Wolf selbst hat da schon etliche Erfahrungen gemacht, wo das «Protokoll» hilfreich war: etwa beim Abendessen mit der Ehefrau seines Sklaven. «Ich hatte diesen bisexuellen Sklaven für zwei Jahre, er war verheiratet, und ich habe immer darauf bestanden, dass er seine Frau informiert über alles, was passiert. Wir versuchten unsere Beziehung offen und ohne Lügen zu gestalten.» Aber wenn man dann vor der Ehefrau sitzt, ist das doch was anderes. Protokoll hin oder her. Sie wollte Wolf mit ihren Blicken am liebsten töten. Da verlief das Abendessen mit der Mutter seines Ehemanns besser, obwohl diese als traditionelle italienische Mamma Wolf nur als «Untermieter» ihres Sohns kennenlernen durfte. Auch das ist eine Form von sozialem Protokoll in der italienischen Gesellschaft.

Lederweste nur noch als Accessoire Überhaupt: In seiner Heimat gebe es im Gegensatz zu Deutschland und den USA keine echte BDSM-Szene, meint Wolf. «Ich gehe in Italien nie aus, um in irgendeiner Disco Männer mit Boots und Harness zu sehen, für die das nichts bedeutet, ausser dass es ein Mode-Accessoire ist.
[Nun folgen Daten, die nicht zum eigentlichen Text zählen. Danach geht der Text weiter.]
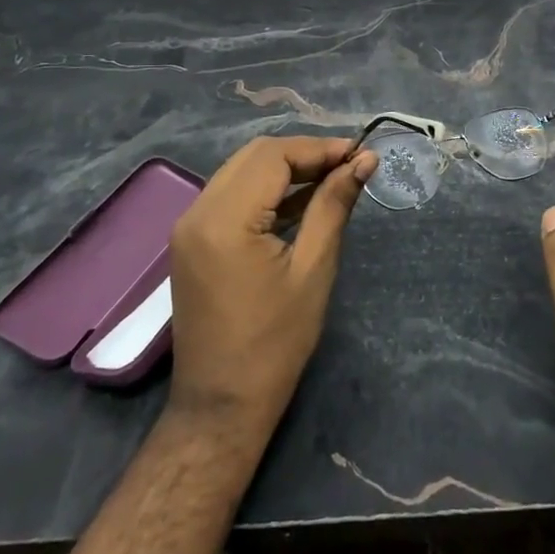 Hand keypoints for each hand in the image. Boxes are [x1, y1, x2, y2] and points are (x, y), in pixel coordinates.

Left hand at [168, 136, 376, 435]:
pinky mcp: (193, 240)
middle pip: (255, 156)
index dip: (320, 148)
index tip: (361, 154)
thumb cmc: (275, 342)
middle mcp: (198, 211)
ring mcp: (190, 225)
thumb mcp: (314, 269)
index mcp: (225, 219)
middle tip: (349, 165)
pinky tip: (302, 200)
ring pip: (241, 171)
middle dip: (304, 153)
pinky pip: (232, 195)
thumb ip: (334, 205)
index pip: (274, 156)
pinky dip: (266, 189)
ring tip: (333, 177)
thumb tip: (364, 161)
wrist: (221, 405)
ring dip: (286, 168) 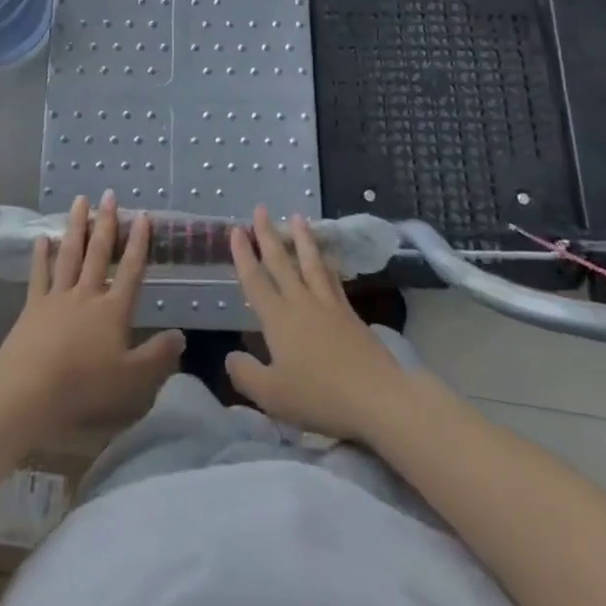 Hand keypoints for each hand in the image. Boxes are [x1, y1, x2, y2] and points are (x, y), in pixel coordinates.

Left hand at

Berlin ist da anders. Da gibt’s Menschen, die ernsthaft in der BDSM-Szene unterwegs sind, für die BDSM ein eigenes Leben ist. Global betrachtet wird diese Gruppe aber immer kleiner.» Denn: «Die jüngere Generation lebt ihre Sexualität ganz anders aus: via Apps auf dem Telefon. Sie verbinden sich auf Grindr mit jemandem, und das war’s. Ihnen erzählt niemand, dass das nichts mit Beziehung zu tun hat. Oder mit Romantik. Es ist Leere. Nichts.» Für Wolf ist BDSM nichts, das er per Knopfdruck an und wieder ausschalten kann. Er will eine Lederfamilie anführen. Doch das ist nicht immer einfach.

«Ein Sklave hat viele Dinge zu tun, aber er hat auch Rechte, die nie missachtet werden sollten. Ein Sklave kann zu jeder Zeit seine Position kündigen. Er darf anschliessend nicht physisch oder psychisch drangsaliert werden.» Es passiere oft, dass der Meister der Sklaven emotional verletzt. Noch häufiger komme es vor, dass der Sklave den Meister verletzt mit passiv-aggressivem Verhalten, was das Selbstwertgefühl des Meisters erschüttert.

BDSM
BDSM

Inzwischen hat Wolf selbst einen «Besitzer», der in Berlin lebt. Anfangs war sein Ehemann Daniel eifersüchtig. Aber inzwischen hat sich die Situation entspannt. «Es ist schon eine grosse Ausnahme, dass ich jemanden gefunden habe, den ich über mich stelle, den ich so respektiere, dass ich mich hinlege und sage: Nimm Besitz von mir!» Dass Wolf gelernt hat sich unterzuordnen, hat ihn nach eigener Aussage zu einem besseren Top gemacht. «Dadurch, dass ich die andere Seite selbst erlebt habe, weiss ich, wie es sich anfühlt, ausgepeitscht zu werden. Ich weiss, wie weh das tut. Mir ist bewusst, dass ein bisschen zu viel Kraft ausreicht, um die Haut zu verletzen. Wenn man das nie selbst durchgemacht hat, möchte man einfach die Peitsche laut schwingen und eine grosse Szene machen. Das kann den Sub verletzten oder zumindest dafür sorgen, dass die Erfahrung für ihn nicht gut ist. Er ist aber kein Fleischstück, und der Dom ist kein Fleischer. Es geht um mehr.»

Alter und Aussehen sind zweitrangig Dieses «mehr» ist für Wolf eine Form von Utopie: «In einer reinen BDSM-Welt gibt es keinen Rassismus, soweit ich das sehen kann. Da ist es egal, wie man aussieht, wie alt man ist. Was zählt ist die Seele. Bei Events wie Folsom oder Gay Pride ist das anders. Da kommen Sextouristen, und die wollen Männer, die heiss sind, jung sind, muskulös sind, grosse Schwänze haben. Es ist wie ein Menü, das sie abhaken möchten.» Wolf sagt, er bekomme keine Erektion vom Bestaunen eines Körpers, weil ihn interessiert, was innen ist.» Erregend findet er Ehrlichkeit, Angst, Liebe, Unterwerfung. Und: «Mit jemandem zu arbeiten, der stark genug ist mir zu vertrauen, dass er sich öffnet für sich selbst, sich nackt macht, nicht physisch – sondern emotional, als Mensch».